Saved entries:
=====
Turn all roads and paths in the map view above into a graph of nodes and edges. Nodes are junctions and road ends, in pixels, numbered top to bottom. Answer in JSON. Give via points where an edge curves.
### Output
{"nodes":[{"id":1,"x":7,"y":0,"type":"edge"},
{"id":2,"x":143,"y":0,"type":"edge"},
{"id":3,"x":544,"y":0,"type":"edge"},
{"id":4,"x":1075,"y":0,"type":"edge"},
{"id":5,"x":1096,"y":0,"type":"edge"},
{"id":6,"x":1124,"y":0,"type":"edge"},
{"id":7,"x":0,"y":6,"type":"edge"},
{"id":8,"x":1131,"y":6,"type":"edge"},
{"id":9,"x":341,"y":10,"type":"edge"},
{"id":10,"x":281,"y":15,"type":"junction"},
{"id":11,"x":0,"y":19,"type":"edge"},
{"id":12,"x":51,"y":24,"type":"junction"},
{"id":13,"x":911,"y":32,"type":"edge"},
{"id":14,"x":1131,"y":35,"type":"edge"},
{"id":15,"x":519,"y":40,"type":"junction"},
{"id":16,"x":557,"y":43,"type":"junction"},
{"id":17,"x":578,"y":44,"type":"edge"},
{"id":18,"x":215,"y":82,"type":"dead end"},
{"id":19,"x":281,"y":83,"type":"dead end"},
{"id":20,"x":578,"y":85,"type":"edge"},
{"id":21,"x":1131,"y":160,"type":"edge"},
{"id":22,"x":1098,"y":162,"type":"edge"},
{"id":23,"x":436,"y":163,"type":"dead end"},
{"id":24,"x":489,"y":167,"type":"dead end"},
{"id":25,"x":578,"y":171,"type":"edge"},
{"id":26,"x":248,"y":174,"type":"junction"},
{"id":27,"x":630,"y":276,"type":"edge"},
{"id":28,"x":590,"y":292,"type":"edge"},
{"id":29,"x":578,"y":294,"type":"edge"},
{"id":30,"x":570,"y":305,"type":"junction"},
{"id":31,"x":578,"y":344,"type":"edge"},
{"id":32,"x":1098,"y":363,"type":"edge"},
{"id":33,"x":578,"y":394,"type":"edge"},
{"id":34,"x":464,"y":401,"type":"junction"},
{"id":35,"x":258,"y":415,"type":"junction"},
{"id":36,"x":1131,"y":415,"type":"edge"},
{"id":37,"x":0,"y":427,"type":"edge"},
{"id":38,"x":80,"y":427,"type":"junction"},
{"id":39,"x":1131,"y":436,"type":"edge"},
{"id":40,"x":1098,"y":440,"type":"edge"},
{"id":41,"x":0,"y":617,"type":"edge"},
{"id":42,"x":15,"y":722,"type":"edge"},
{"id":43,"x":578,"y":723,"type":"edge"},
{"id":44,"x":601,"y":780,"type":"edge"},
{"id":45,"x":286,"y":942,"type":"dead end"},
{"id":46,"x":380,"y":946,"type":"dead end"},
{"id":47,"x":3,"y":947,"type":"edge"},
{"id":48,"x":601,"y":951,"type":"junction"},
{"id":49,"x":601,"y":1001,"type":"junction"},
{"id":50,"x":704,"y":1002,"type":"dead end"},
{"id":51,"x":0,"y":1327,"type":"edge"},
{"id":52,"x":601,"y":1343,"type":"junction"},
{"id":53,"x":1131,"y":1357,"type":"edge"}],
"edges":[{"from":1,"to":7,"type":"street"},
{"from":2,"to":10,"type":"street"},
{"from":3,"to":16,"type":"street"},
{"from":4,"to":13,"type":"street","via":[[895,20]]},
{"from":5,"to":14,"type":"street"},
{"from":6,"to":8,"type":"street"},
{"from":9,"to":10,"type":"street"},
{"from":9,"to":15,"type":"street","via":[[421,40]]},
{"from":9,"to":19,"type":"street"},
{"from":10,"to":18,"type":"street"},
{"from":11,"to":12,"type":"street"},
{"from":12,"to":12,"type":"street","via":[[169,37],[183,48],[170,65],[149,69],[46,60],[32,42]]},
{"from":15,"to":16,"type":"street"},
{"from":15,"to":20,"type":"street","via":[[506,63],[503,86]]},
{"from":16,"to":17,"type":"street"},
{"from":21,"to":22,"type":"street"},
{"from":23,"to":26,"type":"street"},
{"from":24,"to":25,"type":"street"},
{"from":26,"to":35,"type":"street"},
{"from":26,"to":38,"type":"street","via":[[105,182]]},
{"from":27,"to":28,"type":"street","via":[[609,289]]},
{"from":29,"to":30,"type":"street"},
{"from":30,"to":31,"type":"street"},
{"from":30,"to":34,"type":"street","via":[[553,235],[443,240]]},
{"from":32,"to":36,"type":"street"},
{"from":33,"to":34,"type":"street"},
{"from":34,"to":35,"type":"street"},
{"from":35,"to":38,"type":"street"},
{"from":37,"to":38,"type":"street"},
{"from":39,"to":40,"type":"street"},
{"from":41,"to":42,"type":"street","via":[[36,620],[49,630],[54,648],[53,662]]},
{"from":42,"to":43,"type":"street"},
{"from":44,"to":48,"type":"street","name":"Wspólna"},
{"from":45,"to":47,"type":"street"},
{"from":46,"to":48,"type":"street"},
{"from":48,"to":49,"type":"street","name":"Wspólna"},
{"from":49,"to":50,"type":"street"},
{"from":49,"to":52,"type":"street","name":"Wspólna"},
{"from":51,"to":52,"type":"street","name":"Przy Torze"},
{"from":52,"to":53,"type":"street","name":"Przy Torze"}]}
=====
From the data, pick out every line that includes "Torze".

{"from":51,"to":52,"type":"street","name":"Przy Torze"},
{"from":52,"to":53,"type":"street","name":"Przy Torze"}]}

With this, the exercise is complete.